Accolta dal proprietario del residence, Rossano Cervini e da un generoso pubblico, l’autrice ha introdotto il suo libro “Haloren – storia di una nobile zingara”, per i tipi della Bertoni Editore cantando e danzando ritmi tzigani al suono della fisarmonica di Umberto Ugoberti. Brani del libro sono stati letti dall’attrice Angela Pellicciari.

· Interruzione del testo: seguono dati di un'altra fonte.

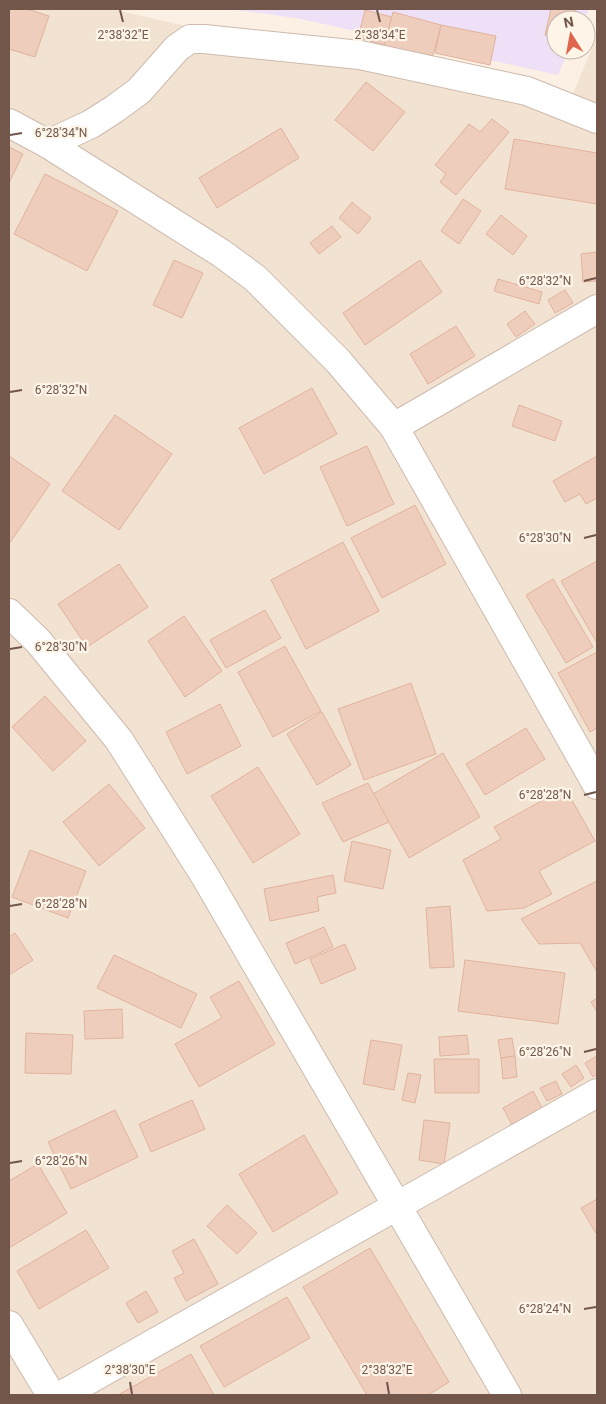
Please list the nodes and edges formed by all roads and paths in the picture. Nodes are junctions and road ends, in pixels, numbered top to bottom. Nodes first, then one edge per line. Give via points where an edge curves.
1 (597, 119) edge
2 (9, 123) edge
3 (48, 144) junction
4 (597, 309) edge
5 (394, 427) junction
6 (9, 613) edge
7 (597, 785) edge
8 (597, 1093) edge
9 (396, 1207) junction
10 (9, 1325) edge
11 (51, 1395) edge
12 (62, 1395) edge
13 (508, 1395) edge

1 - 3 street via 526,91 360,56 190,39 177,48 126,101 91,124
2 - 3 street
3 - 5 street via 221,253 255,278 338,361
4 - 5 street
5 - 7 street
6 - 9 street via 38,641 119,740 205,876
8 - 9 street
9 - 12 street
9 - 13 street
10 - 11 street

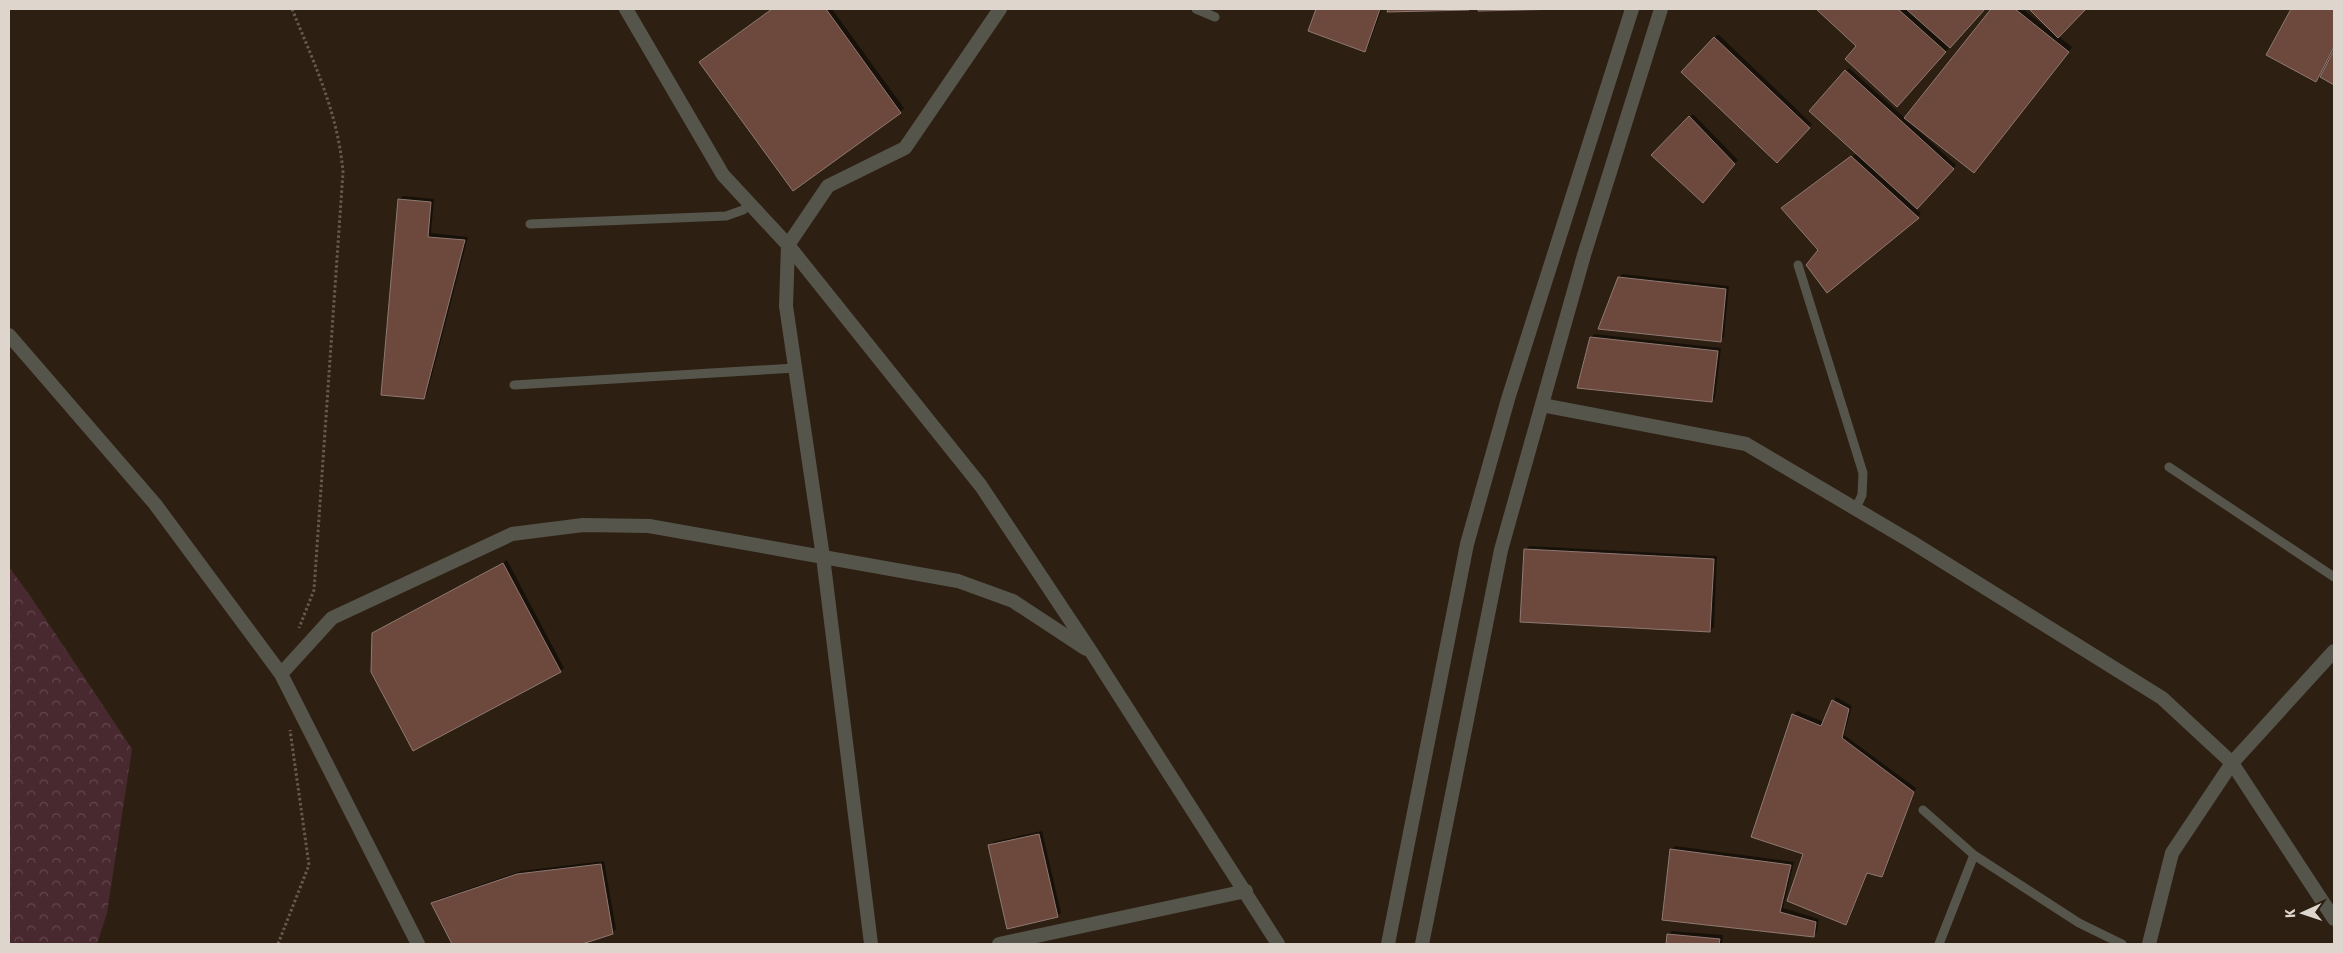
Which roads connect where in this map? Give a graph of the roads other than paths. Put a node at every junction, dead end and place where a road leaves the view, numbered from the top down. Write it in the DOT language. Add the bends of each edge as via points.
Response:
graph roads {
  1 [pos="626,9"];
  2 [pos="1000,9"];
  3 [pos="1196,9"];
  4 [pos="1632,9"];
  5 [pos="1661,9"];
  6 [pos="1215,17"];
  7 [pos="750,204"];
  8 [pos="530,224"];
  9 [pos="788,245"];
  10 [pos="1798,265"];
  11 [pos="9,335"];
  12 [pos="795,368"];
  13 [pos="514,385"];
  14 [pos="1542,405"];
  15 [pos="2169,468"];
  16 [pos="1855,510"];
  17 [pos="822,557"];
  18 [pos="2334,577"];
  19 [pos="2334,652"];
  20 [pos="1092,653"];
  21 [pos="281,674"];
  22 [pos="2232,762"];
  23 [pos="1923,810"];
  24 [pos="1974,855"];
  25 [pos="1246,891"];
  26 [pos="2334,920"];
  27 [pos="418,944"];
  28 [pos="871,944"];
  29 [pos="999,944"];
  30 [pos="1278,944"];
  31 [pos="1388,944"];
  32 [pos="1422,944"];
  33 [pos="1939,944"];
  34 [pos="2122,944"];
  35 [pos="2149,944"];
  1 -- 7 [label="street" via="723,175"];
  2 -- 9 [label="street" via="905,148 828,186"];
  3 -- 6 [label="lane"];
  4 -- 31 [label="street" via="1511,390 1466,544"];
  5 -- 14 [label="street" via="1584,255"];
  7 -- 8 [label="lane" via="726,216"];
  7 -- 9 [label="street"];
  9 -- 12 [label="street" via="786,306"];
  9 -- 20 [label="street" via="981,486"];
  10 -- 16 [label="lane" via="1863,473 1862,494"];
  11 -- 21 [label="street" via="156,504"];
  12 -- 13 [label="lane"];
  12 -- 17 [label="street"];
  14 -- 16 [label="street" via="1746,444"];
  14 -- 32 [label="street" via="1501,550"];
  15 -- 18 [label="lane"];
  16 -- 22 [label="street" via="2162,698"];
  17 -- 20 [label="street" via="958,581 1013,601"];
  17 -- 21 [label="street" via="649,526 583,525 512,534 332,618"];
  17 -- 28 [label="street"];
  19 -- 22 [label="street"];
  20 -- 25 [label="street"];
  21 -- 27 [label="street"];
  22 -- 26 [label="street"];
  22 -- 35 [label="street" via="2172,853"];
  23 -- 24 [label="lane"];
  24 -- 33 [label="lane"];
  24 -- 34 [label="lane" via="2079,923"];
  25 -- 29 [label="street"];
  25 -- 30 [label="street"];
}
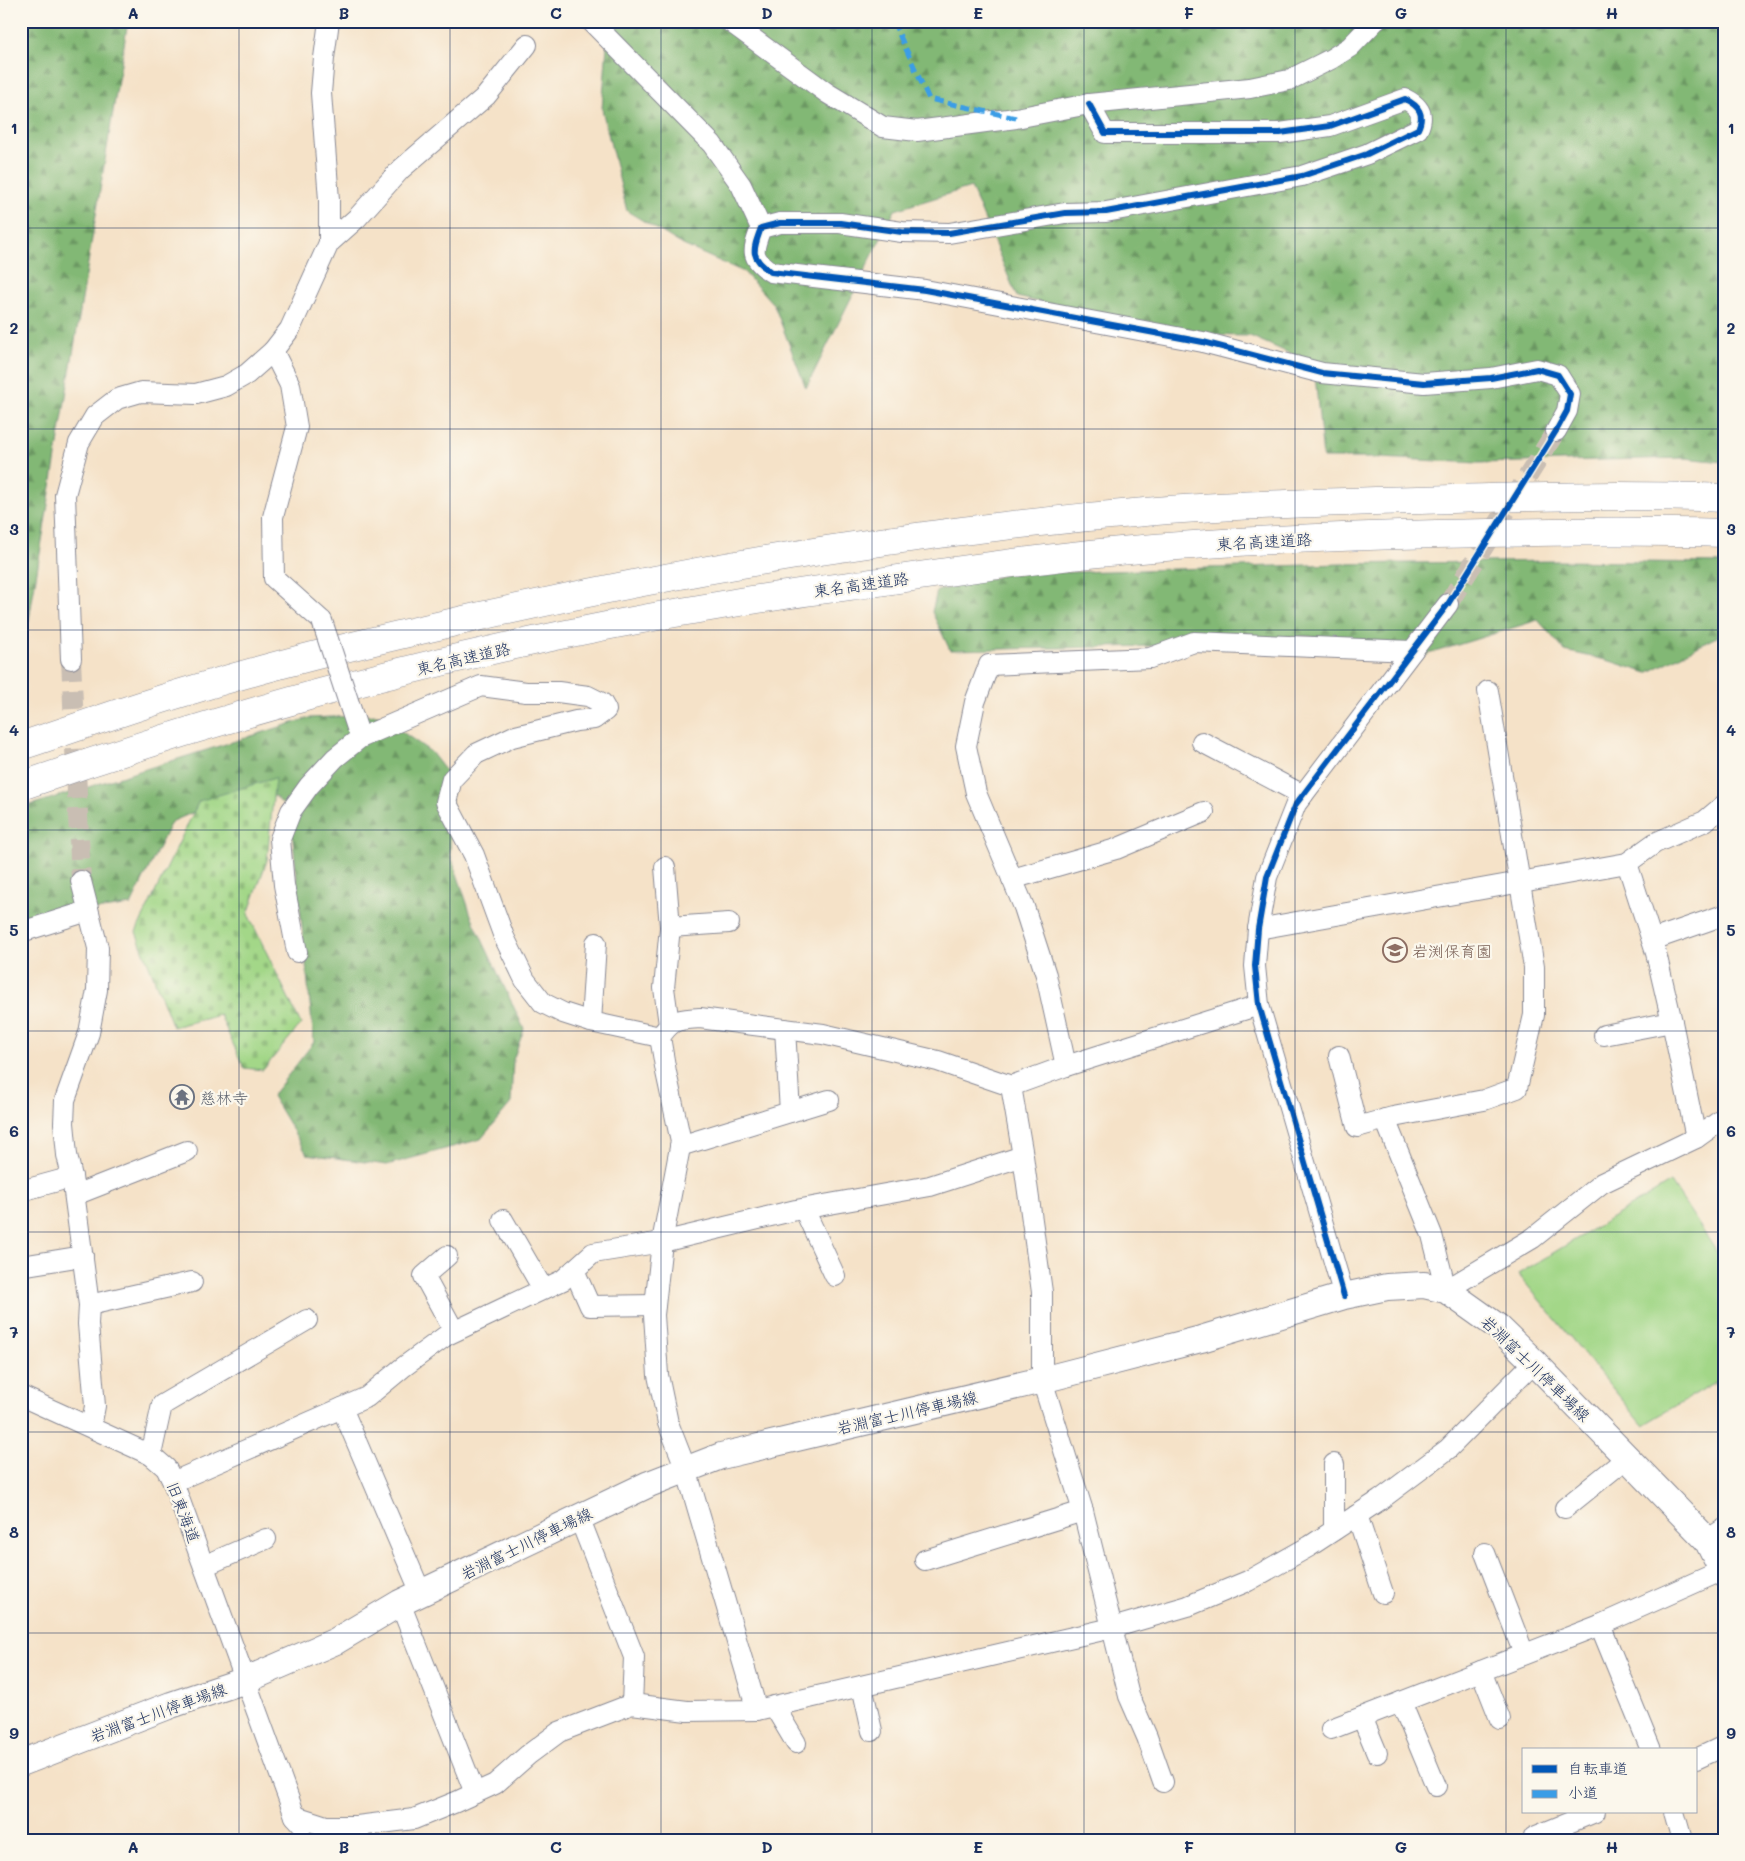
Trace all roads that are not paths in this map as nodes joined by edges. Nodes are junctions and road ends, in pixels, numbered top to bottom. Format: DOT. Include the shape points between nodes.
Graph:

Introdotta dall’editore Jean Luc Bertoni cui ha datto seguito il saluto dell’Assesore Diego Dramane Wague, la scrittrice ha raccontato come,durante una vacanza in Polonia nel corso di una passeggiata, sia stata attratta dalla voce melodiosa di una giovane. Informatasi e scoperto che nelle vicinanze si trovava un campo di zingari, si è spacciata per giornalista ed infiltratasi ha raccolto sia dal re del campo che dai residenti, le testimonianze sulla vita di Ziryna, la giovane che sarebbe divenuta la protagonista del romanzo.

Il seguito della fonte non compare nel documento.